An article in the October 27 edition of The Economist contained detailed information about both last year’s and this year’s recruiting process. The magazine claimed that Dean Kim Clark banned two companies from recruiting on campus for two years as a result of the offer retractions. The Harbus contacted MBA Program Chair Carl Kester to get the facts. He provided us with the following statement, which we print in its entirety:
For the Class of 2001, 12 students reported 11 companies that rescinded offers. MBA Career Services interceded on behalf of the students and succeeded in getting all but one of the offers restored, replaced (i.e., a different but satisfactorily equivalent offer at the same company), or a cash settlement satisfactory to the affected student. The one company with which we did not have any success was banned from recruiting on campus for 2 years. Note that the recent Economist article had the facts slightly wrong on this point too: it was only one company that was banned, not two as they reported.
As for delayed offers, students from the MBA Class of 2001 reported 6 companies that had imposed long delays on start dates that affected a couple dozen students. MBA Career Services received permission from affected students to intercede on their behalf with three of these companies. Subsequently, these three were placed on a two-year recruiting probation for violations of our recruiting policies with respect to these delays.
For all companies that have been banned or placed on probation, a link now exists on their Baker Library Company Info page that informs students of their violation and status.

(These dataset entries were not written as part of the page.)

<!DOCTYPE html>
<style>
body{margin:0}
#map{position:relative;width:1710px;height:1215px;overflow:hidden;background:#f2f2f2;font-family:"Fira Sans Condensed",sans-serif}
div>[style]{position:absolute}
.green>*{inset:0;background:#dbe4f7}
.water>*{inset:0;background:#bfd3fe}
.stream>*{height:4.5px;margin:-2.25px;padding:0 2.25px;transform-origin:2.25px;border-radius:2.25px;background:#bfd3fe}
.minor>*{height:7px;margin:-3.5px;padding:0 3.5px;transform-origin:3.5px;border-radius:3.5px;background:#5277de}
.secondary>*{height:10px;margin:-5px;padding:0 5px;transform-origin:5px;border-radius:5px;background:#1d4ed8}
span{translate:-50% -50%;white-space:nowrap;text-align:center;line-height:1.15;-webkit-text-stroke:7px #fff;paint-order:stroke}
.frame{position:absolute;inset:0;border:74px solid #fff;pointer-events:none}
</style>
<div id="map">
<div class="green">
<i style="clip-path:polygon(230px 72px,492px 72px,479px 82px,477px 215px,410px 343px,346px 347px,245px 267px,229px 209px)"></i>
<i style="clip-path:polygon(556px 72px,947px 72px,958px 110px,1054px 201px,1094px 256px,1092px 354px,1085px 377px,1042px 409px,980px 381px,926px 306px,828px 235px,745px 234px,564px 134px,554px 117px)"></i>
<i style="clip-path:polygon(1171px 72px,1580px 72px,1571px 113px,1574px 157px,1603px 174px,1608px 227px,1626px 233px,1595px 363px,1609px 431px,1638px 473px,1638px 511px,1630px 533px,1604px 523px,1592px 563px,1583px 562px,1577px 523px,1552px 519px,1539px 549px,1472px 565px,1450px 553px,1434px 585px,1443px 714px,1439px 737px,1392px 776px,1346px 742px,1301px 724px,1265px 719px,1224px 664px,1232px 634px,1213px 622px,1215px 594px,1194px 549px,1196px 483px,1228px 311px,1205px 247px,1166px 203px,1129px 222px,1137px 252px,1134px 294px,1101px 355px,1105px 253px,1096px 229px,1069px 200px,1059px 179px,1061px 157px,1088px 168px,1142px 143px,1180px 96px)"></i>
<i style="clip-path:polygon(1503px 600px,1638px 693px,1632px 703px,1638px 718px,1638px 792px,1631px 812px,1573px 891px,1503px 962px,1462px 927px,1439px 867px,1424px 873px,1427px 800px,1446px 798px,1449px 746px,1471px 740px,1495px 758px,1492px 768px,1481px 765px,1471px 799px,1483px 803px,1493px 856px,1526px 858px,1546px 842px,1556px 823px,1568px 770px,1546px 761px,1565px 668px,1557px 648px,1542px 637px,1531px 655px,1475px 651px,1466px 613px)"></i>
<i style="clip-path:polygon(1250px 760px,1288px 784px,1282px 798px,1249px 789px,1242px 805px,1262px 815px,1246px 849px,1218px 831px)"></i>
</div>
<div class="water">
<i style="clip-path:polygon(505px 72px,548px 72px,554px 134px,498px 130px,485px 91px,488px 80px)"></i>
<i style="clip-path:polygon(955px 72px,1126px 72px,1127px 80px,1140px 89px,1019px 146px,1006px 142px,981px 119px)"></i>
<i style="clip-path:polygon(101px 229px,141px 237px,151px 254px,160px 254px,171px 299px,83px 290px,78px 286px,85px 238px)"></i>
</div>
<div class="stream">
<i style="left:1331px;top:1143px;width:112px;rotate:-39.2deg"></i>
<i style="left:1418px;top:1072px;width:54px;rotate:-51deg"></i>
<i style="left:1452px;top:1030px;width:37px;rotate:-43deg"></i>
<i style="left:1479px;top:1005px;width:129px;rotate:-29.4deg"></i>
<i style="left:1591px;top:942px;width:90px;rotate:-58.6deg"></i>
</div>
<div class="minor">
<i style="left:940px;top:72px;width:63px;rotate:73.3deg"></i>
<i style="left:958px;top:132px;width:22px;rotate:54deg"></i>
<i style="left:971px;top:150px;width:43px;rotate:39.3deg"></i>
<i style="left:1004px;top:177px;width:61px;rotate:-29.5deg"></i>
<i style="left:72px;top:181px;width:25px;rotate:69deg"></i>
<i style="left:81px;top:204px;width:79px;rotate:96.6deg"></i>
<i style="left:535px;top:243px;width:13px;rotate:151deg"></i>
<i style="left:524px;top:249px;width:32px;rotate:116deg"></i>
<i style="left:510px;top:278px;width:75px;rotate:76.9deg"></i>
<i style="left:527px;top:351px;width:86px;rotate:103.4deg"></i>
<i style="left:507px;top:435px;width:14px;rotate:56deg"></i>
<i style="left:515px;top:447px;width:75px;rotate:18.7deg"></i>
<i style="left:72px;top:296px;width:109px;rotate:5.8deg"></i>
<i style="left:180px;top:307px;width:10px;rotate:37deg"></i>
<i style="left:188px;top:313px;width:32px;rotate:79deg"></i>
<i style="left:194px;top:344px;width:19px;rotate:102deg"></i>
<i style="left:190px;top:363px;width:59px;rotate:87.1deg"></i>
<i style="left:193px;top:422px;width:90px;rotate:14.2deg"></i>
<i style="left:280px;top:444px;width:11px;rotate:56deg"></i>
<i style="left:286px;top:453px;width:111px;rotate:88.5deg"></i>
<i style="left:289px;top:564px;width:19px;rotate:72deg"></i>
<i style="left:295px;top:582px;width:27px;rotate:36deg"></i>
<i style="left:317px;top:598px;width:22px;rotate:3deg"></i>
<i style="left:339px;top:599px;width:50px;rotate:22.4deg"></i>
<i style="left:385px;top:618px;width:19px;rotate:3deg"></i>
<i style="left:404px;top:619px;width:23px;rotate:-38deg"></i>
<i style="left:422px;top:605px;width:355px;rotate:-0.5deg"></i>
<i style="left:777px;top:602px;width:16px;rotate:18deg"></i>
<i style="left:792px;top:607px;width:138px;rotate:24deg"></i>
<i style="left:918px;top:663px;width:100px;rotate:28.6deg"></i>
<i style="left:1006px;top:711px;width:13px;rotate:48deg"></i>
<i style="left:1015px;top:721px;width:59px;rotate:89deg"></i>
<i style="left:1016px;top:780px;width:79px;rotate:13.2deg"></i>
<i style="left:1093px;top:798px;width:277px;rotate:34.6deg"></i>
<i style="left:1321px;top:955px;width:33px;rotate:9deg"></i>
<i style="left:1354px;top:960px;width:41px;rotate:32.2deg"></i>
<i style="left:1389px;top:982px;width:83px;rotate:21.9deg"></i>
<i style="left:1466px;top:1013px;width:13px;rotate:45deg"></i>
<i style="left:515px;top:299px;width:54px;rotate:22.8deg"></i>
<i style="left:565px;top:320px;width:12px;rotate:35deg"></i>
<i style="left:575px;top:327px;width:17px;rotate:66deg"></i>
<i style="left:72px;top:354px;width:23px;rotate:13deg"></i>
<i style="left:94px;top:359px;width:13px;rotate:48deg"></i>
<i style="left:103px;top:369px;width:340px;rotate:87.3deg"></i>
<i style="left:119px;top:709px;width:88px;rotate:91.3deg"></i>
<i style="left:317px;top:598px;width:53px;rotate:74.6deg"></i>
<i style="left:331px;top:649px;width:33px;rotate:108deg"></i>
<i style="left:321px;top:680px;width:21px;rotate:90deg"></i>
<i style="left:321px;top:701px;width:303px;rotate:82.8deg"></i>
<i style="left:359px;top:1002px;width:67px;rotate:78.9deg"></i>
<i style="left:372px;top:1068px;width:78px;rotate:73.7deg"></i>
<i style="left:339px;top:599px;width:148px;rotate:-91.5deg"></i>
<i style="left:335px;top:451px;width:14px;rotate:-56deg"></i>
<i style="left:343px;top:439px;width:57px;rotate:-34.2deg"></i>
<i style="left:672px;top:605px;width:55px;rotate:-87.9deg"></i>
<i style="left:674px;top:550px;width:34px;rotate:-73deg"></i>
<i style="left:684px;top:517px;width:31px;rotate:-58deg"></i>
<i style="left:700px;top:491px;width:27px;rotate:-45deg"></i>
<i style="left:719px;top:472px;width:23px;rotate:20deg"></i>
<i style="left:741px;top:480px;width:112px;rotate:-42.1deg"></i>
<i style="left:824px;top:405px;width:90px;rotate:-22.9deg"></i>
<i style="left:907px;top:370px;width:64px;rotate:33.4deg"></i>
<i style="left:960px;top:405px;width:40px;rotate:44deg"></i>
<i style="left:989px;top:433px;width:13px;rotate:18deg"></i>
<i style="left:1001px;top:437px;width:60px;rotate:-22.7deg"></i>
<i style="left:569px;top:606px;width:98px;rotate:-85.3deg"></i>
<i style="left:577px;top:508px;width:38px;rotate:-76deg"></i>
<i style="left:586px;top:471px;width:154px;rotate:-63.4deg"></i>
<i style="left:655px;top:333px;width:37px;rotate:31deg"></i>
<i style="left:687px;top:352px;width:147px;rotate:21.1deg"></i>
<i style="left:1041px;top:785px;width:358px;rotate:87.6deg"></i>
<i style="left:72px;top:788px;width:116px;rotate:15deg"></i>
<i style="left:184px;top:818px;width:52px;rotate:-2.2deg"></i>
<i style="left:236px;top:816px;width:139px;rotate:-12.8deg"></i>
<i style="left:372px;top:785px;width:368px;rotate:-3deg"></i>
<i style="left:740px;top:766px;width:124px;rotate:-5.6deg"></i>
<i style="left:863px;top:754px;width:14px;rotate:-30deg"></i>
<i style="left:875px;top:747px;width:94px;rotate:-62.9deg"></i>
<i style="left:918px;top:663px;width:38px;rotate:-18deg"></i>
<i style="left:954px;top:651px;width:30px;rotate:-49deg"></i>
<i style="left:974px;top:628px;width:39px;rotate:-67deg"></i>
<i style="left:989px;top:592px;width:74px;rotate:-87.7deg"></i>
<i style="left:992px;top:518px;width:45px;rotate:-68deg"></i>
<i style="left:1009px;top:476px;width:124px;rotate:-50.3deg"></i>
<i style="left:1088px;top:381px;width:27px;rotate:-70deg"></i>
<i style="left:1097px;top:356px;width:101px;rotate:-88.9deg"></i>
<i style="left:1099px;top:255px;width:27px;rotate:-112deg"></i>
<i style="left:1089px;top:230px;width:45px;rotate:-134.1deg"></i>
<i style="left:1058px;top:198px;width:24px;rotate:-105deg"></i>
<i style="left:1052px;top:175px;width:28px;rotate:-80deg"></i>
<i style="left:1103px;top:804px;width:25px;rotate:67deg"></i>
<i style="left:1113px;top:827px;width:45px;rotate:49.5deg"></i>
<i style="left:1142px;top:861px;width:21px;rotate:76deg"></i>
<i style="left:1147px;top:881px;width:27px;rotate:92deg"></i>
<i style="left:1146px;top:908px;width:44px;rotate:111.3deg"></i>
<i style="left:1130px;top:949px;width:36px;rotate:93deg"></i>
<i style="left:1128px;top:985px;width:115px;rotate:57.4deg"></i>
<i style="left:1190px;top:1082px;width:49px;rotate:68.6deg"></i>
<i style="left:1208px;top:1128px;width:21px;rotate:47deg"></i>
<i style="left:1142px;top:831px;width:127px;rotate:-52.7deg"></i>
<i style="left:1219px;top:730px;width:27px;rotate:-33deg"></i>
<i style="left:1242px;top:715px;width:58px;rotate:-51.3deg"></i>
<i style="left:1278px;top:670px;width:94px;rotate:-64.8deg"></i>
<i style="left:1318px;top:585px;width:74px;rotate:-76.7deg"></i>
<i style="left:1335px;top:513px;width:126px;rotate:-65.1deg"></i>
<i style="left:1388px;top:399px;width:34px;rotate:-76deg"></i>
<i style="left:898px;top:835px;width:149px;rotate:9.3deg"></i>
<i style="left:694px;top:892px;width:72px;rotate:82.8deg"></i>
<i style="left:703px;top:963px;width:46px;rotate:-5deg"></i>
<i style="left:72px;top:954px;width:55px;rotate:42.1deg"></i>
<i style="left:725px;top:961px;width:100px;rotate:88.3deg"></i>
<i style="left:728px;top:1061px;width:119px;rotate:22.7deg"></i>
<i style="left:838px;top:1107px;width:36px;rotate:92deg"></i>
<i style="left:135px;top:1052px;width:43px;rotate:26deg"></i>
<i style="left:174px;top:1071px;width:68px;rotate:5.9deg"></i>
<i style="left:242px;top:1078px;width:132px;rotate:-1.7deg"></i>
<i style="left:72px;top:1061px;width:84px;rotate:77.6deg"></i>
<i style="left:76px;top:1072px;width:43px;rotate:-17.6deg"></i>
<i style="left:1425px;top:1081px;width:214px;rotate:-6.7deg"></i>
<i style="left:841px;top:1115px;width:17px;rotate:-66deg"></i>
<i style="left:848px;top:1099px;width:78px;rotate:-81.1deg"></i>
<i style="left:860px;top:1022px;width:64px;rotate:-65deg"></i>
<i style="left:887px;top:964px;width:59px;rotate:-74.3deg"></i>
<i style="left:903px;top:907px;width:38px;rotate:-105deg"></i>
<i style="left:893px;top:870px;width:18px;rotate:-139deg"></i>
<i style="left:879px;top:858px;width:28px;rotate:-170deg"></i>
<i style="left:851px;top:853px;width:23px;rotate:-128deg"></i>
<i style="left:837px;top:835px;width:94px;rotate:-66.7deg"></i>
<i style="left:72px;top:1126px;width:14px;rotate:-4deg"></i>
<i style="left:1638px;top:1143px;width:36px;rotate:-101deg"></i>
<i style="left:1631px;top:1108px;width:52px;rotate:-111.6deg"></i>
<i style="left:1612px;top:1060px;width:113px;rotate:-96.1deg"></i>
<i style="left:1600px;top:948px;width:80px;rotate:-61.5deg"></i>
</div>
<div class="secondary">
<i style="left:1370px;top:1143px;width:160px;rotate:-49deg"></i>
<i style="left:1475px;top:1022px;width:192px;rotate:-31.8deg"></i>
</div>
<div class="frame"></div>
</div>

The link will last throughout their period of probation.
Students should know that we can only respond on their behalf if violations of our recruiting policies are brought to our attention by them. All discussions with students seeking counsel about how to deal with such violations are kept in confidence. We will contact violating companies and intercede on a student’s behalf only if we have permission from the student. Students experiencing difficulty with an offer are advised to bring their problems to the attention of Career Services as soon as possible. Often, a timely response is crucial to achieving a positive result.